Campanella veut une philosophie partant de l’expérience. Aussi fut-il enthousiasmé par le programme de Telesio et ne vit-il pas la manière imparfaite dont ce programme est réalisé. Pour la même raison il s’intéressa vivement aux observations de Tycho-Brahé et de Galilée et hésita, ainsi qu’il en a été fait mention, un certain temps dans sa conception de l’univers. Si Galilée a raison dans ses conclusions, dit-il, il faut que nous philosophions d’une nouvelle façon. Et comme Galilée ne cesse de s’appuyer sur des observations, on ne peut le réfuter que par d’autres observations. Le catholique Campanella tient beaucoup à ce que l’Église ne prête pas le flanc à la raillerie en condamnant la nouvelle doctrine. Voilà pourquoi il écrivit en prison son Apologia pro Galileo qui fut imprimée à Francfort en 1622 grâce à l’intercession d’un de ses amis. Mais l’Église (ainsi que nous en reparlerons par la suite avec plus de détails) ne voulait pas s’engager sur la voie que Campanella l’invitait avec tant d’instance à prendre : de laisser expliquer le livre de la nature et le livre de la révélation selon leurs règles respectives, dans la conviction qu’ils finiraient par se trouver d’accord, surtout si l’on persévère dans l’opinion que la Bible, ainsi qu’il est naturel, se contente d’une conception du monde sensible et populaire. Lorsque la sentence fut prononcée contre Galilée, Campanella était un catholique si ardent et à la fois un partisan si zélé de Telesio qu’il se soumit à cette décision34. Il se borna à rejeter les sphères fixes, en s’autorisant des recherches de Tycho-Brahé et de Galilée. Comme Telesio, il croyait qu’il y avait dans le monde deux forces ennemies : la force d’expansion (la chaleur) et la force de contraction (le froid) ; la première a son siège dans le soleil (centrum amoris), la seconde dans la terre (centrum odii). Le soleil avec les autres étoiles comme satellites tourne autour de la terre.

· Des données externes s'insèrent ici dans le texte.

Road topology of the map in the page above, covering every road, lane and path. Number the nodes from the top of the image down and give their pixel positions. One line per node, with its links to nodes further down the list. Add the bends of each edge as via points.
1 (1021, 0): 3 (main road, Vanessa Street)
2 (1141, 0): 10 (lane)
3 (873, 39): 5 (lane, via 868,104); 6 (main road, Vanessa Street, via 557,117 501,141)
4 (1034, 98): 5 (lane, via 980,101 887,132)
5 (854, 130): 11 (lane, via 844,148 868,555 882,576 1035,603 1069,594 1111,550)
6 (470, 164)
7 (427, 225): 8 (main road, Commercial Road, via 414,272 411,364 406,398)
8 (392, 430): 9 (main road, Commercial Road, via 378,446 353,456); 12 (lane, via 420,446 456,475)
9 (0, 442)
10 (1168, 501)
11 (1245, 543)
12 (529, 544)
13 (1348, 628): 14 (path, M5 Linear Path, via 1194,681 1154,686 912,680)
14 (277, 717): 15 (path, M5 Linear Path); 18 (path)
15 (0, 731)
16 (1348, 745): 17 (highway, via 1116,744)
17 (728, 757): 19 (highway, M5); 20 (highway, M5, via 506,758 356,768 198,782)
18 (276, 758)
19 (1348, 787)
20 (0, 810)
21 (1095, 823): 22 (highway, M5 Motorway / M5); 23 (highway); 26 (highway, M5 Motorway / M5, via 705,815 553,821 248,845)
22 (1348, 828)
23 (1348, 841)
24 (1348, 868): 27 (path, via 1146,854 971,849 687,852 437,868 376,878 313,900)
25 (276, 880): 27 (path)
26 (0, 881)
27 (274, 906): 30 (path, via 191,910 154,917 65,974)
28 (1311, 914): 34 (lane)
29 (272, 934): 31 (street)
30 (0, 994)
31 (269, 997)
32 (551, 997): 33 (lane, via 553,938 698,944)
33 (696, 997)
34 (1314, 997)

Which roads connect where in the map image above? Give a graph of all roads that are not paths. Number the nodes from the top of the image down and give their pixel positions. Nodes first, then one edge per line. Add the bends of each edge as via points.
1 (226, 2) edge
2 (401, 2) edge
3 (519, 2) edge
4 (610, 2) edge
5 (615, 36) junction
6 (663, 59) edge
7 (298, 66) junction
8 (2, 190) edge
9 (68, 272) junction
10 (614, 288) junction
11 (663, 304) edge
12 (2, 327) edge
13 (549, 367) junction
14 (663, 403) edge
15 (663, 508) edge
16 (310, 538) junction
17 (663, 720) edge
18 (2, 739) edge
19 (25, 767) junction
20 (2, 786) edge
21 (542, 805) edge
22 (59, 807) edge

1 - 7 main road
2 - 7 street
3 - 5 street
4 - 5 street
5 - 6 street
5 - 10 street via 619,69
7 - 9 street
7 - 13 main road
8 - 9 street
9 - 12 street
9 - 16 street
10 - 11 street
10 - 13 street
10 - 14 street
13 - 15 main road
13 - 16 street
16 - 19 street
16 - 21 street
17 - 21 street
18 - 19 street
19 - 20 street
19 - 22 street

La conception de la nature de Campanella a ainsi que celle de Telesio un caractère animiste, dû à ce que pour lui l’action réciproque des choses, et principalement l’attraction mutuelle des forces opposées, seraient incompréhensibles, si elles n’étaient pas animées. Pour pouvoir agir les unes sur les autres, il faut qu’elles se sentent. Il répète les arguments de Telesio en les développant avec plus de précision. Ce qui offre le plus d’intérêt, c’est sa remarque que la sensation ne saurait naître d’une action commune des éléments, vu que la formation d’une faculté ou d’une propriété tout à fait nouvelle serait une création du néant. Dans l’antiquité, on a au contraire allégué (Lucrèce), que la nature offre une foule d’exemples où le produit a d’autres qualités que les éléments constituants. Mais Campanella réplique que tous les cas de ce genre sont aussi pour nous une création du néant, car nous ne comprenons pas ce qui dans les éléments renferme la possibilité de la nouvelle propriété. Dire que la sensation naît d’éléments matériels, c’est la même création du néant que de dire que le matériel naît de l’immatériel. Ce qui dans les éléments contient la possibilité de la nouvelle propriété doit avoir une affinité de substance avec celle-ci (ejusdem rationis), sans que pour cela elle préexiste de la même manière qu’elle apparaît dans le résultat (eodem modo quo nunc). Ainsi conçue, l’idée de l’animation de toutes choses a une signification qui est absolument indépendante de l’animisme et qui n’acquiert tous ses droits que lorsque l’animisme fait place à l’explication mécanique de la nature. — Cependant Campanella se borne à relier de cette façon l’âme sensible ou matérielle seule avec le reste de la nature. La partie supérieure, spirituelle de l’âme est pour lui, comme pour Telesio, créée du néant.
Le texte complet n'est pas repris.